[Requirement] The material below holds a span beginning at the line with "478, 360, font2, p);" and ending at the line with "608, 398, font2, p);". Quote that span exactly, both ends included, and only that span.

═════ Information given ═════

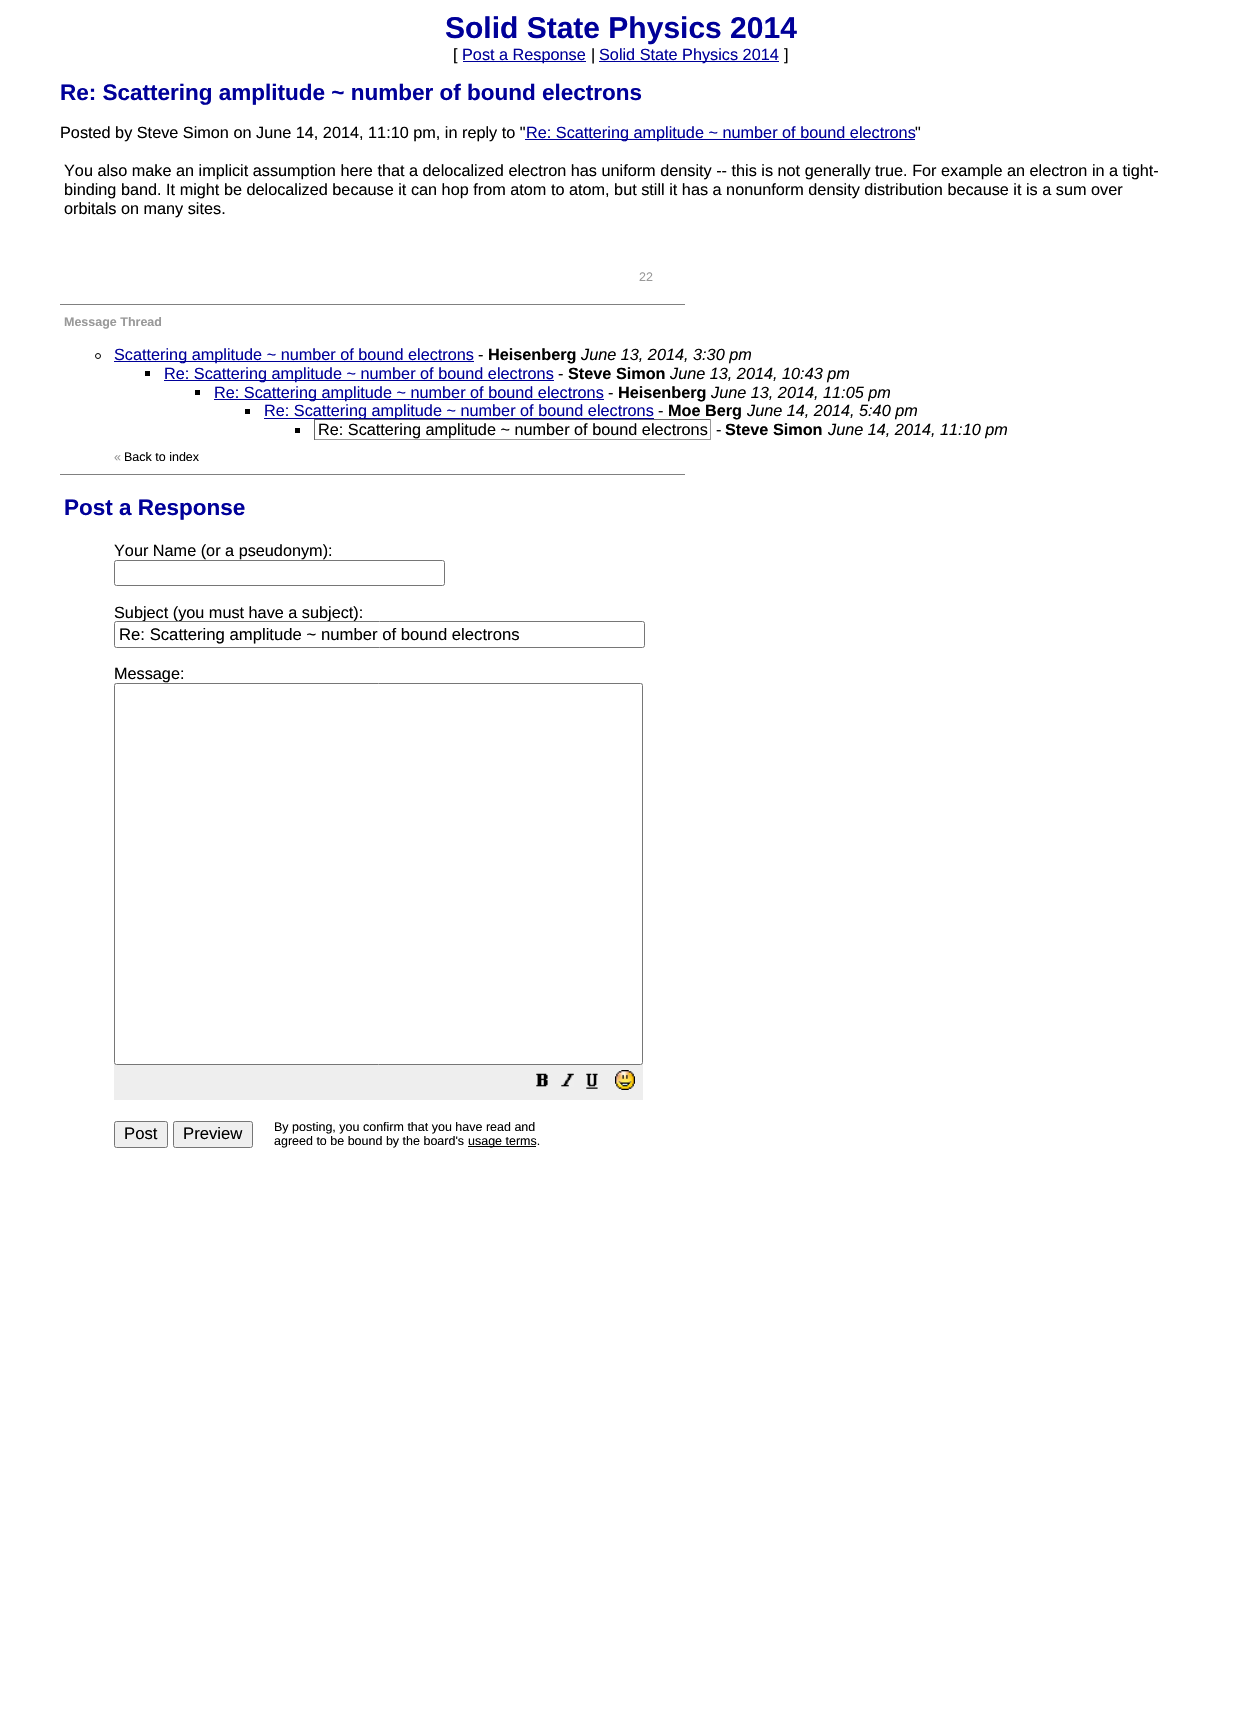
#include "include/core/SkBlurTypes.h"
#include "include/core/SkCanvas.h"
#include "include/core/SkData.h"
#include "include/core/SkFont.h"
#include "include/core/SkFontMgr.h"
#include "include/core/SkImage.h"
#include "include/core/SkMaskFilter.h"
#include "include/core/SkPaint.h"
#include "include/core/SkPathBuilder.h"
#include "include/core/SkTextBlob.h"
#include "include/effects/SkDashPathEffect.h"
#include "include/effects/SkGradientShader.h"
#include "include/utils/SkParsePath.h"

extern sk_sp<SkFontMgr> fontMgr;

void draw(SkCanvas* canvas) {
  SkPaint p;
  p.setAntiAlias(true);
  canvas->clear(SK_ColorWHITE);
  p.setColor(SkColorSetRGB(0, 0, 153));
  canvas->drawRect(SkRect::MakeLTRB(463, 61, 586, 62), p);
  canvas->drawRect(SkRect::MakeLTRB(599, 61, 779, 62), p);
  canvas->drawRect(SkRect::MakeLTRB(525, 139, 915, 140), p);
  p.setColor(SkColorSetRGB(128, 128, 128));
  canvas->drawRect(SkRect::MakeLTRB(60, 304, 685, 305), p);
  p.setStyle(SkPaint::kStroke_Style);
  p.setStrokeWidth(1);
  p.setColor(SK_ColorBLACK);
  canvas->drawCircle(98, 356, 2.5f, p);
  p.setStyle(SkPaint::kFill_Style);
  p.setColor(SkColorSetRGB(0, 0, 153));
  canvas->drawRect(SkRect::MakeLTRB(114, 361, 474, 362), p);
  p.setColor(SK_ColorBLACK);
  canvas->drawRect(SkRect::MakeLTRB(145, 371, 150, 376), p);
  p.setColor(SkColorSetRGB(0, 0, 153));
  canvas->drawRect(SkRect::MakeLTRB(164, 380, 554, 381), p);
  p.setColor(SK_ColorBLACK);
  canvas->drawRect(SkRect::MakeLTRB(195, 390, 200, 395), p);
  p.setColor(SkColorSetRGB(0, 0, 153));
  canvas->drawRect(SkRect::MakeLTRB(214, 399, 604, 400), p);
  p.setColor(SK_ColorBLACK);
  canvas->drawRect(SkRect::MakeLTRB(245, 409, 250, 414), p);
  p.setColor(SkColorSetRGB(0, 0, 153));
  canvas->drawRect(SkRect::MakeLTRB(264, 418, 654, 419), p);
  p.setColor(SK_ColorBLACK);
  canvas->drawRect(SkRect::MakeLTRB(295, 428, 300, 433), p);
  p.setColor(SkColorSetRGB(128, 128, 128));
  canvas->drawRect(SkRect::MakeLTRB(60, 474, 685, 475), p);
  p.setStyle(SkPaint::kStroke_Style);
  p.setColor(SkColorSetRGB(118, 118, 118));
  canvas->drawRoundRect(SkRect::MakeLTRB(114.5f, 560.5f, 444.5f, 585.5f), 2, 2, p);
  p.setStyle(SkPaint::kFill_Style);
  p.setColor(SkColorSetRGB(238, 238, 238));
  canvas->drawRect(SkRect::MakeLTRB(114, 683, 643, 1100), p);
  p.setColor(SK_ColorWHITE);
  canvas->drawRoundRect(SkRect::MakeLTRB(114.5f, 683.5f, 642.5f, 1064.5f), 2, 2, p);
  p.setStyle(SkPaint::kStroke_Style);
  p.setColor(SkColorSetRGB(118, 118, 118));
  canvas->drawRoundRect(SkRect::MakeLTRB(114.5f, 683.5f, 642.5f, 1064.5f), 2, 2, p);
  canvas->drawImageRect(SkImages::DeferredFromEncodedData(SkData::MakeFromFileName("images/1.png")), SkRect::MakeLTRB(536, 1073, 548, 1087), SkSamplingOptions());
  canvas->drawImageRect(SkImages::DeferredFromEncodedData(SkData::MakeFromFileName("images/2.png")), SkRect::MakeLTRB(561, 1073, 574, 1087), SkSamplingOptions());
  canvas->drawImageRect(SkImages::DeferredFromEncodedData(SkData::MakeFromFileName("images/3.png")), SkRect::MakeLTRB(586, 1073, 598, 1089), SkSamplingOptions());
  canvas->drawImageRect(SkImages::DeferredFromEncodedData(SkData::MakeFromFileName("images/4.png")), SkRect::MakeLTRB(615, 1070, 635, 1090), SkSamplingOptions());
  p.setStyle(SkPaint::kFill_Style);
  p.setColor(SkColorSetRGB(239, 239, 239));
  canvas->drawRoundRect(SkRect::MakeLTRB(114.5f, 1121.5f, 167.5f, 1147.5f), 2, 2, p);
  p.setStyle(SkPaint::kStroke_Style);
  p.setColor(SkColorSetRGB(118, 118, 118));
  canvas->drawRoundRect(SkRect::MakeLTRB(114.5f, 1121.5f, 167.5f, 1147.5f), 2, 2, p);
  p.setStyle(SkPaint::kFill_Style);
  p.setColor(SkColorSetRGB(239, 239, 239));
  canvas->drawRoundRect(SkRect::MakeLTRB(173.5f, 1121.5f, 252.5f, 1147.5f), 2, 2, p);
  p.setStyle(SkPaint::kStroke_Style);
  p.setColor(SkColorSetRGB(118, 118, 118));
  canvas->drawRoundRect(SkRect::MakeLTRB(173.5f, 1121.5f, 252.5f, 1147.5f), 2, 2, p);
  p.setStyle(SkPaint::kFill_Style);
  p.setColor(SK_ColorBLACK);
  canvas->drawRect(SkRect::MakeLTRB(468, 1146, 536, 1147), p);
  SkFont font1(fontMgr->matchFamilyStyle("Liberation Sans", SkFontStyle::Bold()), 30);
  font1.setSubpixel(true);
  p.setColor(SkColorSetRGB(0, 0, 153));
  canvas->drawString("Solid State Physics 2014", 445, 38, font1, p);
  SkFont font2(fontMgr->matchFamilyStyle("Liberation Sans", SkFontStyle::Normal()), 16.25f);
  font2.setSubpixel(true);
  p.setColor(SK_ColorBLACK);
  canvas->drawString("[", 453, 60, font2, p);
  p.setColor(SkColorSetRGB(0, 0, 153));
  canvas->drawString("Post a Response", 462, 60, font2, p);
  p.setColor(SK_ColorBLACK);
  canvas->drawString("|", 591, 60, font2, p);
  p.setColor(SkColorSetRGB(0, 0, 153));
  canvas->drawString("Solid State Physics 2014", 599, 60, font2, p);
  p.setColor(SK_ColorBLACK);
  canvas->drawString("]", 784, 60, font2, p);
  SkFont font3(fontMgr->matchFamilyStyle("Liberation Sans", SkFontStyle::Bold()), 22.5f);
  font3.setSubpixel(true);
  p.setColor(SkColorSetRGB(0, 0, 153));
  canvas->drawString("Re: Scattering amplitude ~ number of bound electrons", 60, 100, font3, p);
  p.setColor(SK_ColorBLACK);
  canvas->drawString("Posted by Steve Simon on June 14, 2014, 11:10 pm, in reply to \"", 60, 138, font2, p);
  p.setColor(SkColorSetRGB(0, 0, 153));
  canvas->drawString("Re: Scattering amplitude ~ number of bound electrons", 526, 138, font2, p);
  p.setColor(SK_ColorBLACK);
  canvas->drawString("\"", 915, 138, font2, p);
  canvas->drawString("You also make an implicit assumption here that a delocalized electron has uniform density -- this is not generally true. For example an electron in a tight-", 64, 176, font2, p);
  canvas->drawString("binding band. It might be delocalized because it can hop from atom to atom, but still it has a nonunform density distribution because it is a sum over", 64, 195, font2, p);
  canvas->drawString("orbitals on many sites.", 64, 214, font2, p);
  SkFont font4(fontMgr->matchFamilyStyle("Liberation Sans", SkFontStyle::Normal()), 12.5f);
  font4.setSubpixel(true);
  p.setColor(SkColorSetRGB(153, 153, 153));
  canvas->drawString("22", 639, 281, font4, p);
  SkFont font5(fontMgr->matchFamilyStyle("Liberation Sans", SkFontStyle::Bold()), 12.5f);
  font5.setSubpixel(true);
  canvas->drawString("Message Thread", 64, 326, font5, p);
  p.setColor(SkColorSetRGB(0, 0, 153));
  canvas->drawString("Scattering amplitude ~ number of bound electrons", 114, 360, font2, p);
  p.setColor(SK_ColorBLACK);
  canvas->drawString("-", 478, 360, font2, p);
  SkFont font6(fontMgr->matchFamilyStyle("Liberation Sans", SkFontStyle::Bold()), 16.25f);
  font6.setSubpixel(true);
  canvas->drawString("Heisenberg", 488, 360, font6, p);
  SkFont font7(fontMgr->matchFamilyStyle("Liberation Sans", SkFontStyle::Italic()), 16.25f);
  font7.setSubpixel(true);
  canvas->drawString("June 13, 2014, 3:30 pm", 581, 360, font7, p);
  p.setColor(SkColorSetRGB(0, 0, 153));
  canvas->drawString("Re: Scattering amplitude ~ number of bound electrons", 164, 379, font2, p);
  p.setColor(SK_ColorBLACK);
  canvas->drawString("-", 558, 379, font2, p);
  canvas->drawString("Steve Simon", 568, 379, font6, p);
  canvas->drawString("June 13, 2014, 10:43 pm", 670, 379, font7, p);
  p.setColor(SkColorSetRGB(0, 0, 153));
  canvas->drawString("Re: Scattering amplitude ~ number of bound electrons", 214, 398, font2, p);
  p.setColor(SK_ColorBLACK);
  canvas->drawString("-", 608, 398, font2, p);
  canvas->drawString("Heisenberg", 618, 398, font6, p);
  canvas->drawString("June 13, 2014, 11:05 pm", 711, 398, font7, p);
  p.setColor(SkColorSetRGB(0, 0, 153));
  canvas->drawString("Re: Scattering amplitude ~ number of bound electrons", 264, 416, font2, p);
  p.setColor(SK_ColorBLACK);
  canvas->drawString("-", 658, 416, font2, p);
  canvas->drawString("Moe Berg", 668, 416, font6, p);
  canvas->drawString("June 14, 2014, 5:40 pm", 747, 416, font7, p);
  canvas->drawString("Re: Scattering amplitude ~ number of bound electrons", 318, 435, font2, p);
  p.setColor(SkColorSetRGB(102, 102, 102));
  canvas->drawRect(SkRect::MakeLTRB(314, 419, 711, 420), p);
  p.setColor(SkColorSetRGB(153, 153, 153));
  canvas->drawRect(SkRect::MakeLTRB(710, 419, 711, 440), p);
  canvas->drawRect(SkRect::MakeLTRB(314, 439, 711, 440), p);
  p.setColor(SkColorSetRGB(102, 102, 102));
  canvas->drawRect(SkRect::MakeLTRB(314, 419, 315, 440), p);
  p.setColor(SK_ColorBLACK);
  canvas->drawString("-", 716, 435, font2, p);
  canvas->drawString("Steve Simon", 725, 435, font6, p);
  canvas->drawString("June 14, 2014, 11:10 pm", 828, 435, font7, p);
  p.setColor(SkColorSetRGB(153, 153, 153));
  canvas->drawString("«", 114, 461, font4, p);
  p.setColor(SK_ColorBLACK);
  canvas->drawString("Back to index", 124, 461, font4, p);
  p.setColor(SkColorSetRGB(0, 0, 153));
  canvas->drawString("Post a Response", 64, 515, font3, p);
  p.setColor(SK_ColorBLACK);
  canvas->drawString("Your Name (or a pseudonym):", 114, 556, font2, p);
  canvas->drawString("Subject (you must have a subject):", 114, 618, font2, p);
  p.setColor(SK_ColorWHITE);
  canvas->drawRoundRect(SkRect::MakeLTRB(114.5f, 621.5f, 644.5f, 647.5f), 2, 2, p);
  p.setStyle(SkPaint::kStroke_Style);
  p.setColor(SkColorSetRGB(118, 118, 118));
  canvas->drawRoundRect(SkRect::MakeLTRB(114.5f, 621.5f, 644.5f, 647.5f), 2, 2, p);
  SkFont font8(fontMgr->matchFamilyStyle("Liberation Sans", SkFontStyle::Normal()), 16.7f);
  font8.setSubpixel(true);
  p.setStyle(SkPaint::kFill_Style);
  p.setColor(SK_ColorBLACK);
  canvas->drawString("Re: Scattering amplitude ~ number of bound electrons", 119, 640, font8, p);
  canvas->drawString("Message:", 114, 679, font2, p);
  canvas->drawString("Post", 124, 1139, font8, p);
  canvas->drawString("Preview", 183, 1139, font8, p);
  canvas->drawString("By posting, you confirm that you have read and", 274, 1131, font4, p);
  canvas->drawString("agreed to be bound by the board's", 274, 1145, font4, p);
  canvas->drawString("usage terms.", 468, 1145, font4, p);
}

═════

[Answer area]
  canvas->drawString("-", 478, 360, font2, p);
  SkFont font6(fontMgr->matchFamilyStyle("Liberation Sans", SkFontStyle::Bold()), 16.25f);
  font6.setSubpixel(true);
  canvas->drawString("Heisenberg", 488, 360, font6, p);
  SkFont font7(fontMgr->matchFamilyStyle("Liberation Sans", SkFontStyle::Italic()), 16.25f);
  font7.setSubpixel(true);
  canvas->drawString("June 13, 2014, 3:30 pm", 581, 360, font7, p);
  p.setColor(SkColorSetRGB(0, 0, 153));
  canvas->drawString("Re: Scattering amplitude ~ number of bound electrons", 164, 379, font2, p);
  p.setColor(SK_ColorBLACK);
  canvas->drawString("-", 558, 379, font2, p);
  canvas->drawString("Steve Simon", 568, 379, font6, p);
  canvas->drawString("June 13, 2014, 10:43 pm", 670, 379, font7, p);
  p.setColor(SkColorSetRGB(0, 0, 153));
  canvas->drawString("Re: Scattering amplitude ~ number of bound electrons", 214, 398, font2, p);
  p.setColor(SK_ColorBLACK);
  canvas->drawString("-", 608, 398, font2, p);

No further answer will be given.